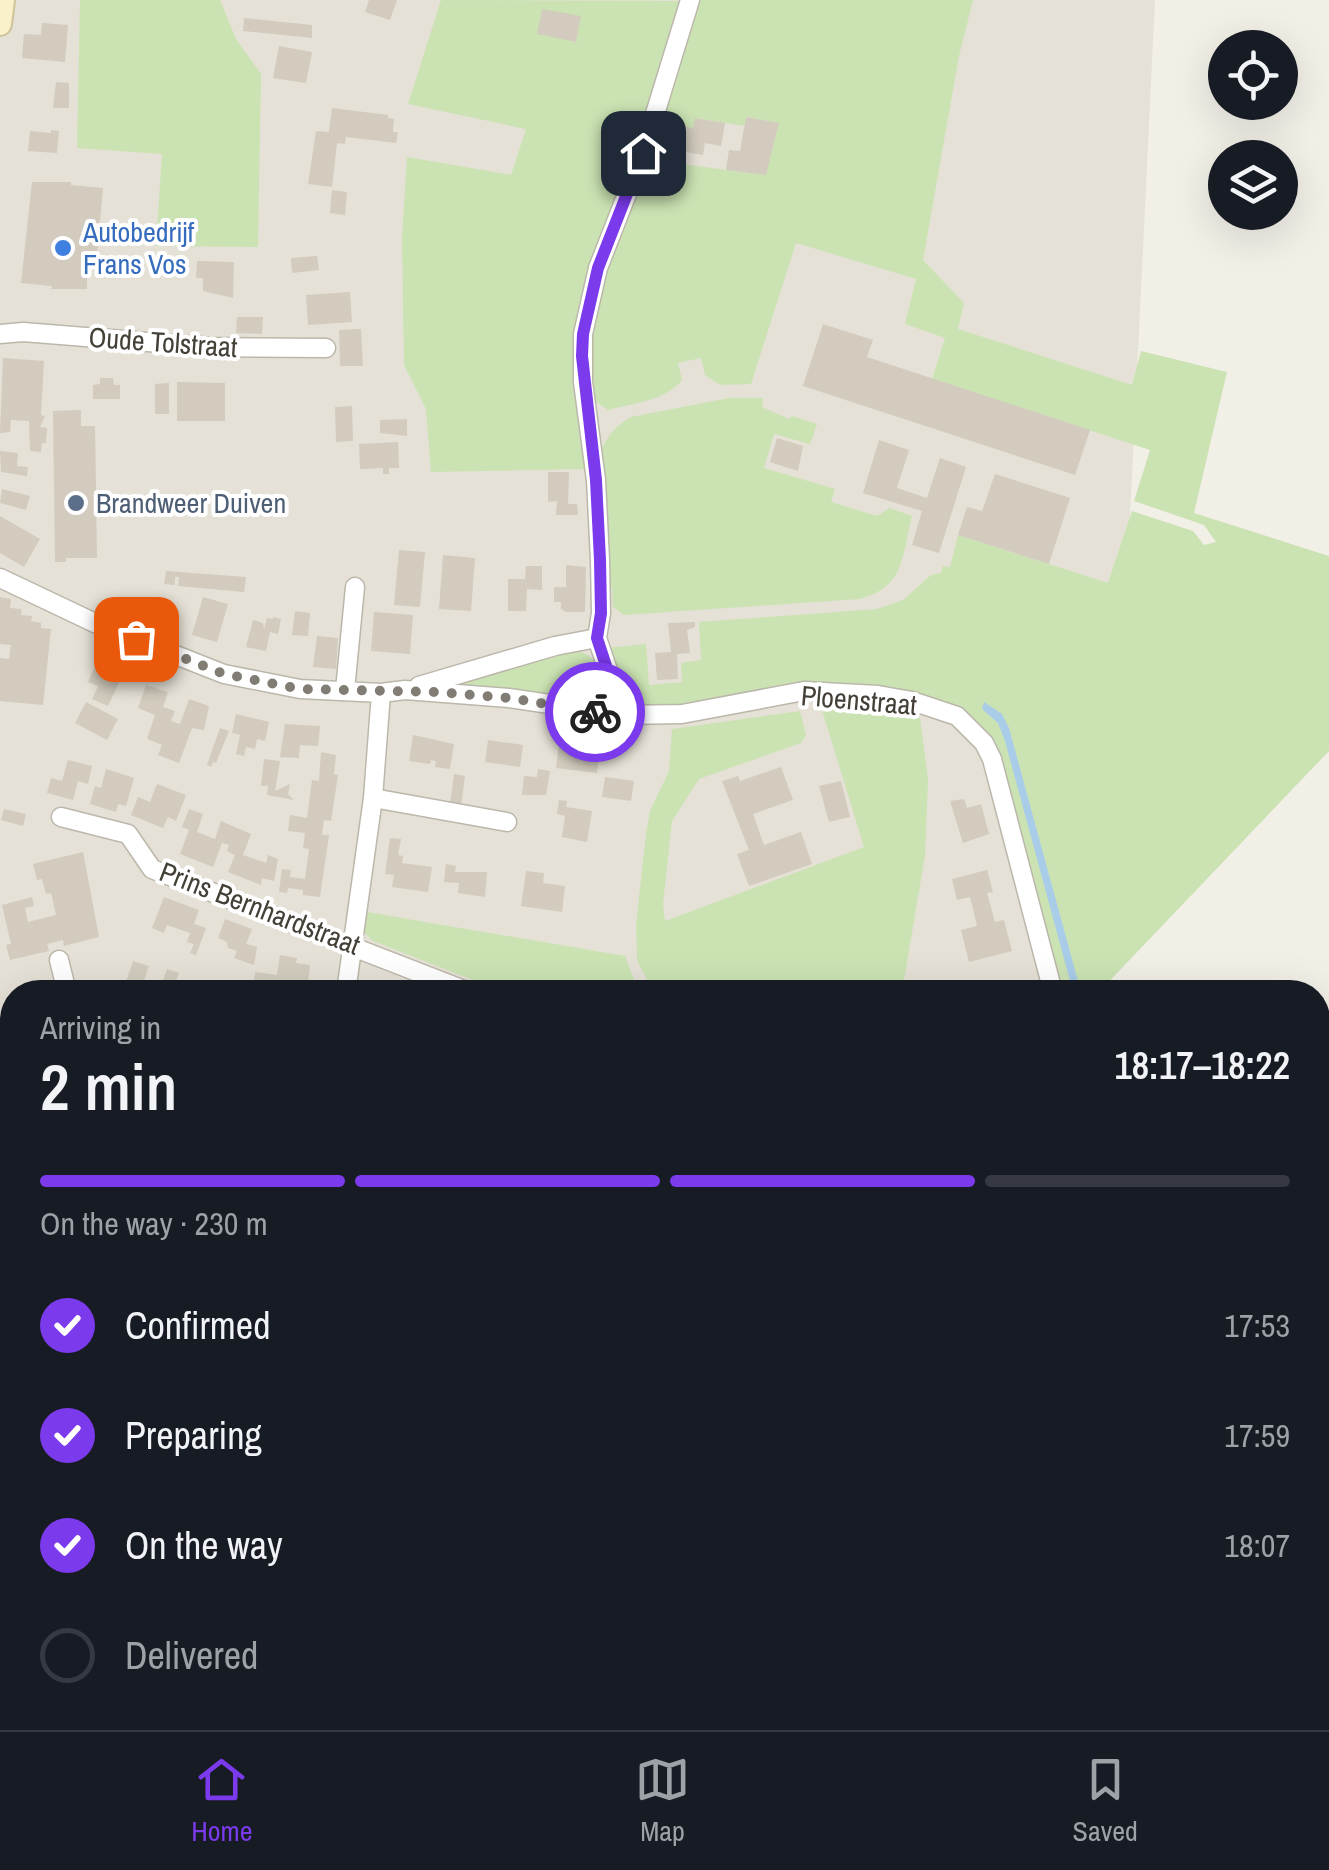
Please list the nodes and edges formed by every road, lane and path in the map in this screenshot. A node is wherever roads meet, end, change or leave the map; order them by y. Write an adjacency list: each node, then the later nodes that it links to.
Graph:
1 (3, 0): 3 (street)
2 (690, 0): 8 (street)
3 (0, 24)
4 (0, 334): 5 (street, Oude Tolstraat)
5 (326, 348)
6 (0, 578): 9 (street, Ploenstraat)
7 (355, 588): 9 (street)
8 (597, 638): 10 (street, Ploenstraat); 12 (street)
9 (345, 690): 11 (street, Ploenstraat)
10 (405, 690): 11 (street, Ploenstraat); 12 (street, Ploenstraat)
11 (381, 693): 13 (street)
12 (622, 715): 21 (street, Ploenstraat)
13 (373, 798): 15 (street); 16 (street)
14 (61, 816): 16 (street, Prins Bernhardstraat)
15 (507, 822)
16 (355, 945): 19 (street); 20 (street, Prins Bernhardstraat)
17 (59, 960): 18 (street)
18 (64, 980)
19 (348, 980)
20 (440, 980)
21 (1050, 980)

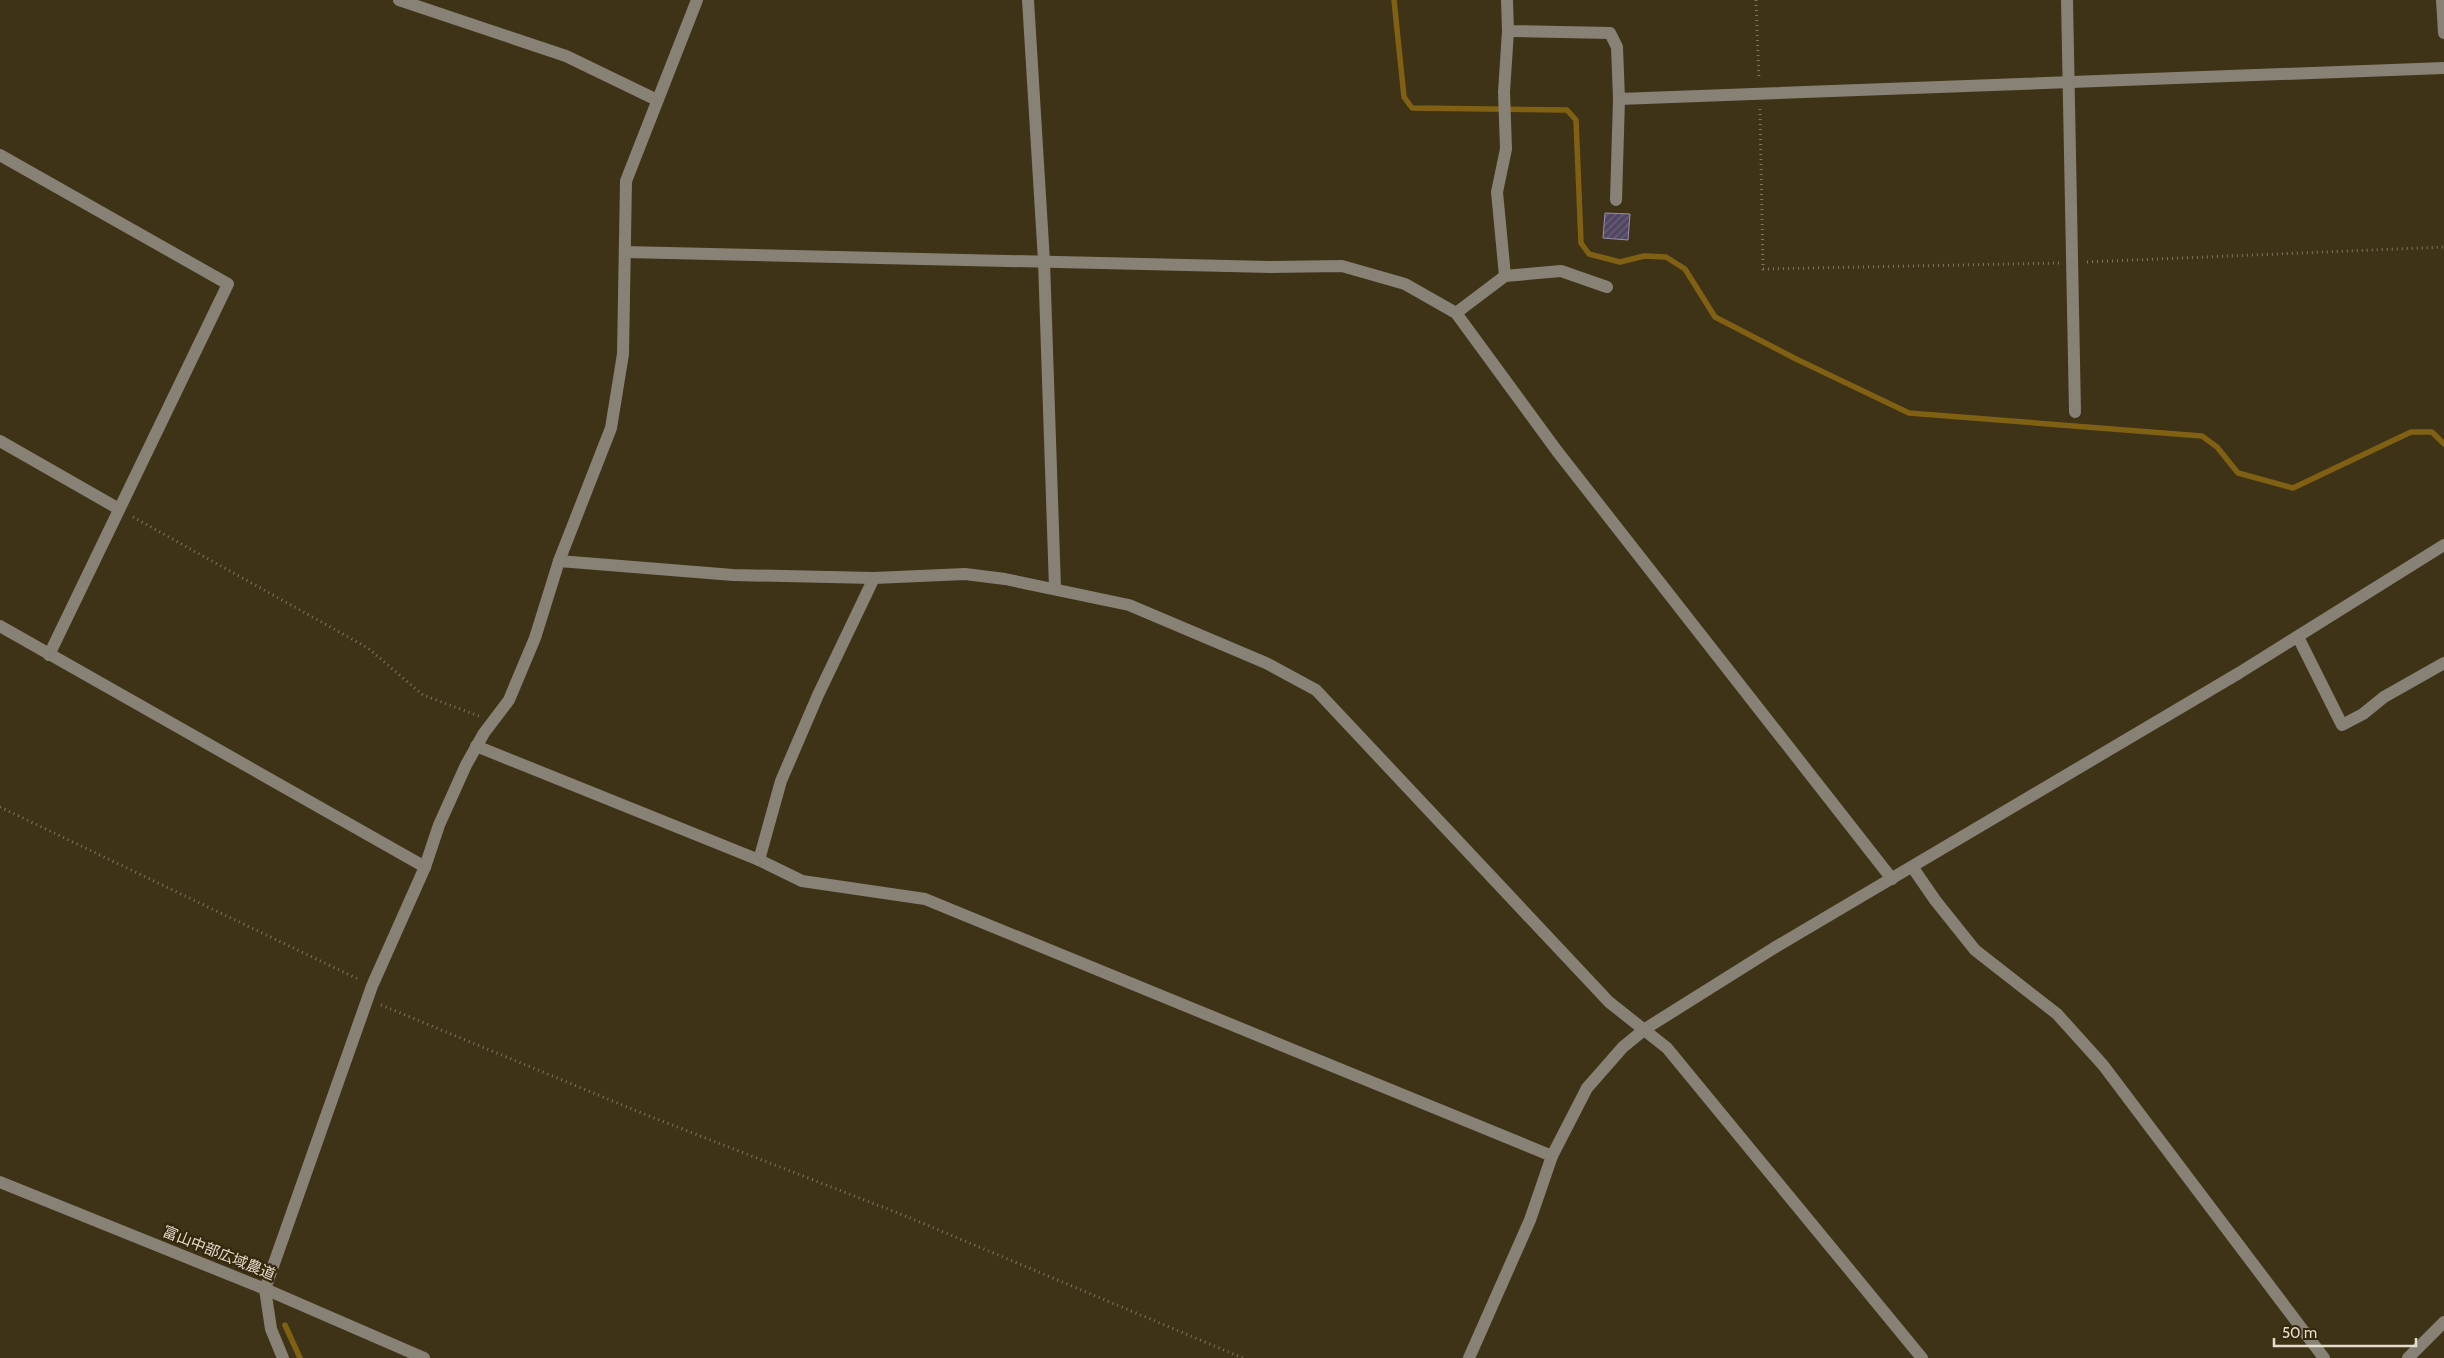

====================

WHAT NEEDS TO BE DONE:
Pictures are not part of the copy; output everything else in the records exactly.

SOLUTION TO THE EXERCISE:
Please list the nodes and edges formed by every road, lane and path in the map in this screenshot. A node is wherever roads meet, end, change or leave the map; order them by y. Write an adjacency list: each node, then the later nodes that it links to.
Graph:
1 (3, 0): 3 (street)
2 (690, 0): 8 (street)
3 (0, 24)
4 (0, 334): 5 (street, Oude Tolstraat)
5 (326, 348)
6 (0, 578): 9 (street, Ploenstraat)
7 (355, 588): 9 (street)
8 (597, 638): 10 (street, Ploenstraat); 12 (street)
9 (345, 690): 11 (street, Ploenstraat)
10 (405, 690): 11 (street, Ploenstraat); 12 (street, Ploenstraat)
11 (381, 693): 13 (street)
12 (622, 715): 21 (street, Ploenstraat)
13 (373, 798): 15 (street); 16 (street)
14 (61, 816): 16 (street, Prins Bernhardstraat)
15 (507, 822)
16 (355, 945): 19 (street); 20 (street, Prins Bernhardstraat)
17 (59, 960): 18 (street)
18 (64, 980)
19 (348, 980)
20 (440, 980)
21 (1050, 980)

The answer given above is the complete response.